__About this task__
The word "Answer" may appear in lines of the data; say how many such lines there are, with nothing beyond the number.

(Dataset entries)
────────────────────────────────────────
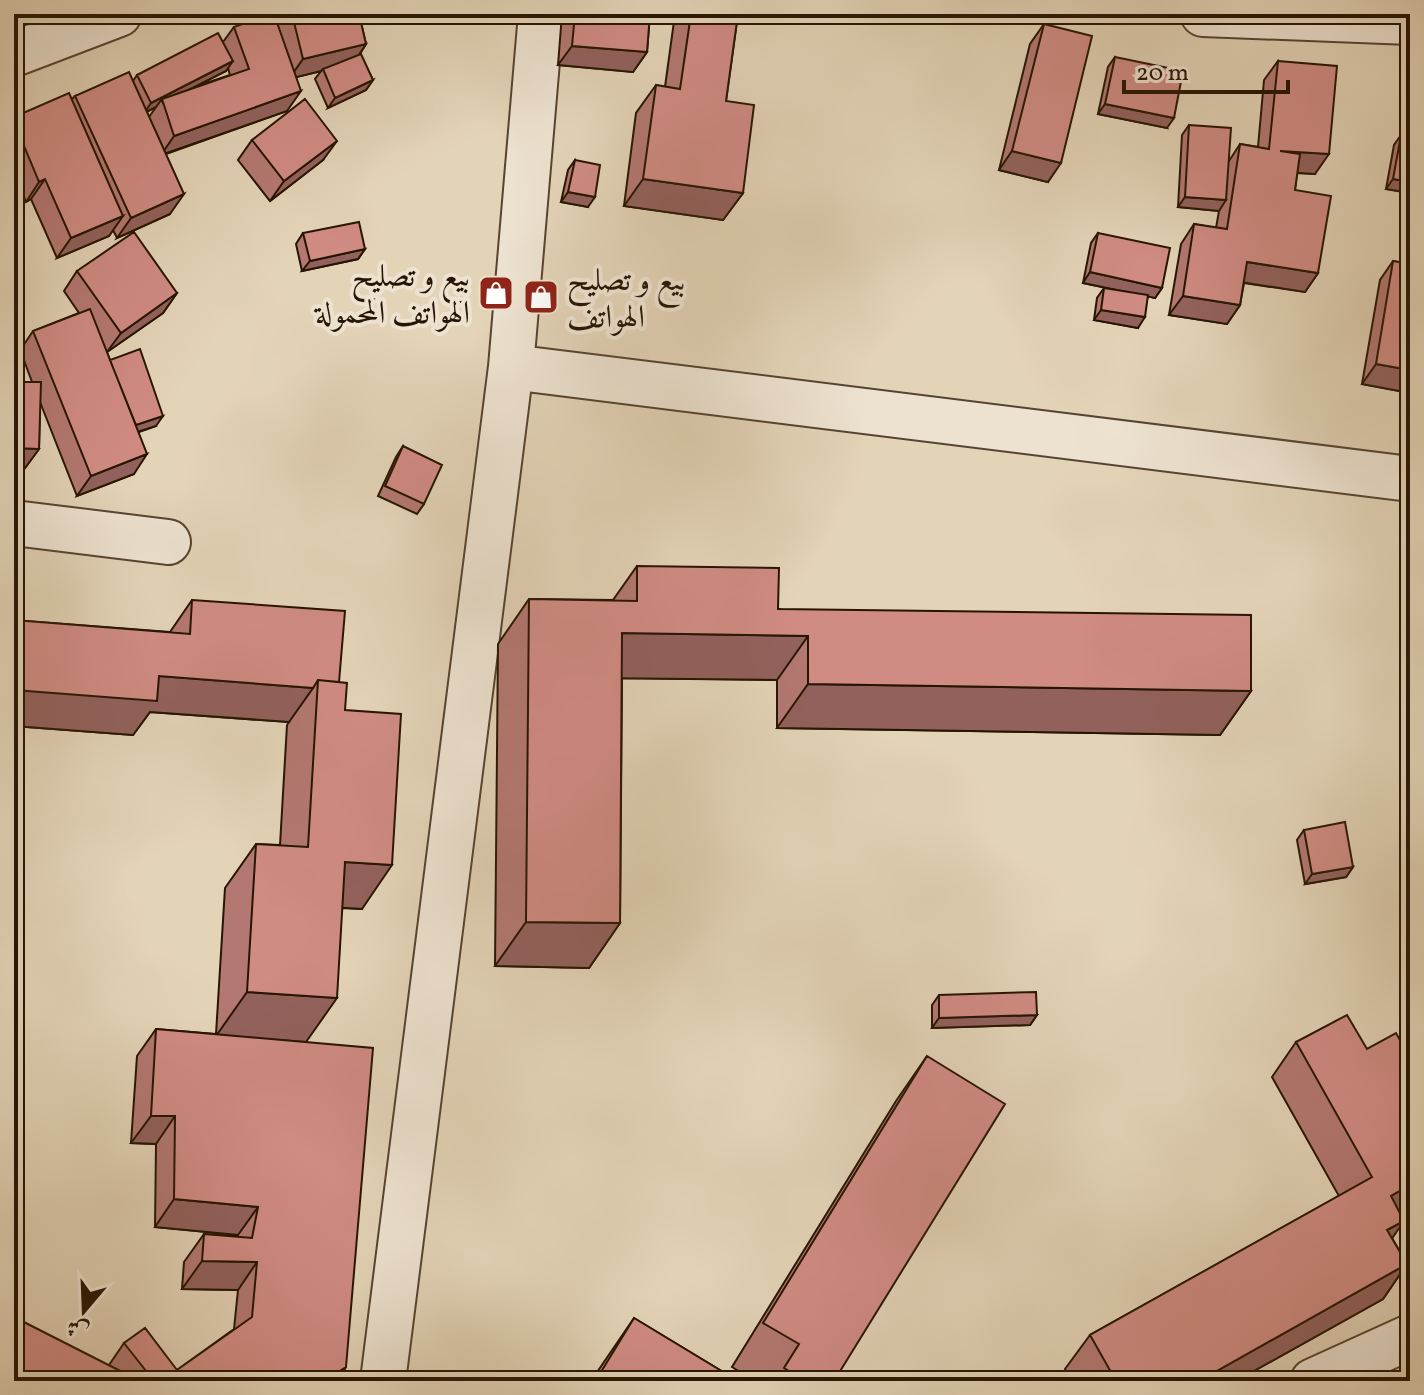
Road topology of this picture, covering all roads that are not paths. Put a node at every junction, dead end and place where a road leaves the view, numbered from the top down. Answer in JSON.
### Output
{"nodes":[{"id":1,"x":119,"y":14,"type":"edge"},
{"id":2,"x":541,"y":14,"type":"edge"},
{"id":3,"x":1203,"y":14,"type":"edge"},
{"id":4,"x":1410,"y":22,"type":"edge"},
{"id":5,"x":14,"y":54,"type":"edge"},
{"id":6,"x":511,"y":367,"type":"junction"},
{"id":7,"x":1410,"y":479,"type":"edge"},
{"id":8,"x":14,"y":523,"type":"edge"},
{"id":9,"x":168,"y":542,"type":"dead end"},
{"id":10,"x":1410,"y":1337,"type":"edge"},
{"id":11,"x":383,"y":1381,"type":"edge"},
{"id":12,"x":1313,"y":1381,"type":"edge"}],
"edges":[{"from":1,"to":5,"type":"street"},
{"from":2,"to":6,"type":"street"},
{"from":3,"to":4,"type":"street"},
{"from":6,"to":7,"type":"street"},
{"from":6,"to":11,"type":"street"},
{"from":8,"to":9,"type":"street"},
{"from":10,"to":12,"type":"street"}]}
────────────────────────────────────────
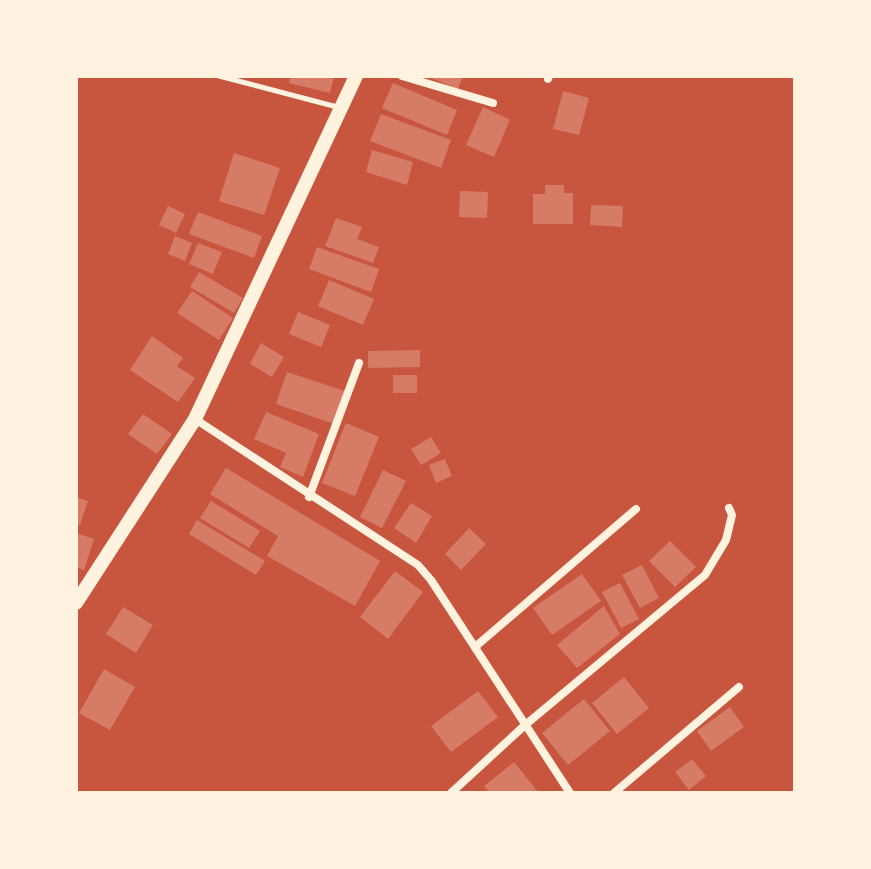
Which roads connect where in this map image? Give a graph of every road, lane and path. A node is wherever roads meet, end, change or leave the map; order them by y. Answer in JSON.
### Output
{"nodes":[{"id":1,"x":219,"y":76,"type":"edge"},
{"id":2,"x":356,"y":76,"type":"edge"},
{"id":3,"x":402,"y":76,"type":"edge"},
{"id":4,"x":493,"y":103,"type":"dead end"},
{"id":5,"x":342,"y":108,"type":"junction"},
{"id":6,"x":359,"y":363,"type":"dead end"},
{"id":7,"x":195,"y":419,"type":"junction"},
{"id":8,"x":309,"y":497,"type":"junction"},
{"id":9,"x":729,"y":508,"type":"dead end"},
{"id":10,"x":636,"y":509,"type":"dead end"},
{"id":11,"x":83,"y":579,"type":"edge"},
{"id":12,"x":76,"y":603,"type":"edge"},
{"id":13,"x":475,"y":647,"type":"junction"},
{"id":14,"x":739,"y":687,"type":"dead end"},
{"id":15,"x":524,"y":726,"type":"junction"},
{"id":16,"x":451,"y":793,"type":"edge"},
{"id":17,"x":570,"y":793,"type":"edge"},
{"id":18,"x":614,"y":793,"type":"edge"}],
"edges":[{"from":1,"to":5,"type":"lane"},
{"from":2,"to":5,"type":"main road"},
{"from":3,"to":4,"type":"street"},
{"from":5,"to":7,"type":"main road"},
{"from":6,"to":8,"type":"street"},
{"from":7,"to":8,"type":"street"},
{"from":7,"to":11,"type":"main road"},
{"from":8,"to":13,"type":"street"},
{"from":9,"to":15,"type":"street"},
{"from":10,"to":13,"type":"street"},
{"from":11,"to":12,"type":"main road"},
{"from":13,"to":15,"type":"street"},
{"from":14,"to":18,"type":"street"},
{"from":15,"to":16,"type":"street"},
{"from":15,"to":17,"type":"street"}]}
────────────────────────────────────────
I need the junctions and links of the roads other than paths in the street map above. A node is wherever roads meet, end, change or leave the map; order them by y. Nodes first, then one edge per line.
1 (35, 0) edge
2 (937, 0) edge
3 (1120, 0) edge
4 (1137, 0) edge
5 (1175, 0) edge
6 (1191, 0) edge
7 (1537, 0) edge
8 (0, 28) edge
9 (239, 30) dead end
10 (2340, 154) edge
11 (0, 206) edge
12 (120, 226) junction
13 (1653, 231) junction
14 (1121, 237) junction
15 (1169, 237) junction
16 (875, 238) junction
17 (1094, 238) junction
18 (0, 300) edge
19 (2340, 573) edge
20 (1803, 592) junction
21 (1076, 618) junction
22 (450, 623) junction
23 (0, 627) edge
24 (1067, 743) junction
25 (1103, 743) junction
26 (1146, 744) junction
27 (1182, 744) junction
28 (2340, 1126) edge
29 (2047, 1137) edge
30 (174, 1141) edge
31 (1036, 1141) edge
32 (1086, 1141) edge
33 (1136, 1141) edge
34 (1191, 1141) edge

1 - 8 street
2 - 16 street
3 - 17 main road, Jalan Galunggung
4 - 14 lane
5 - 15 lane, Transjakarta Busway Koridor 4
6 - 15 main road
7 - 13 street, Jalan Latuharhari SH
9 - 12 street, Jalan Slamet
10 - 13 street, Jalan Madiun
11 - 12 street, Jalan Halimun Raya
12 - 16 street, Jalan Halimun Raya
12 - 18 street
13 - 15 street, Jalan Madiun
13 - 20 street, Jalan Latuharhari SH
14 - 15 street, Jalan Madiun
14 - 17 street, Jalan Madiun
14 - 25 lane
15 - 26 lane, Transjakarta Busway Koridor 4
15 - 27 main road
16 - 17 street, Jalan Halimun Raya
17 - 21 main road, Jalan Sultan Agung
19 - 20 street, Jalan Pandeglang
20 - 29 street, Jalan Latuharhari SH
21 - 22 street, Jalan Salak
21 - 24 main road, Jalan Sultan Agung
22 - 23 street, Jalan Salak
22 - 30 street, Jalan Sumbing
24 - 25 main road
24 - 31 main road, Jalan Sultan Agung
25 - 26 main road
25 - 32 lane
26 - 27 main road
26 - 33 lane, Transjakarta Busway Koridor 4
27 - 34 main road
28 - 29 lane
────────────────────────────────────────
__Result of this exercise__
2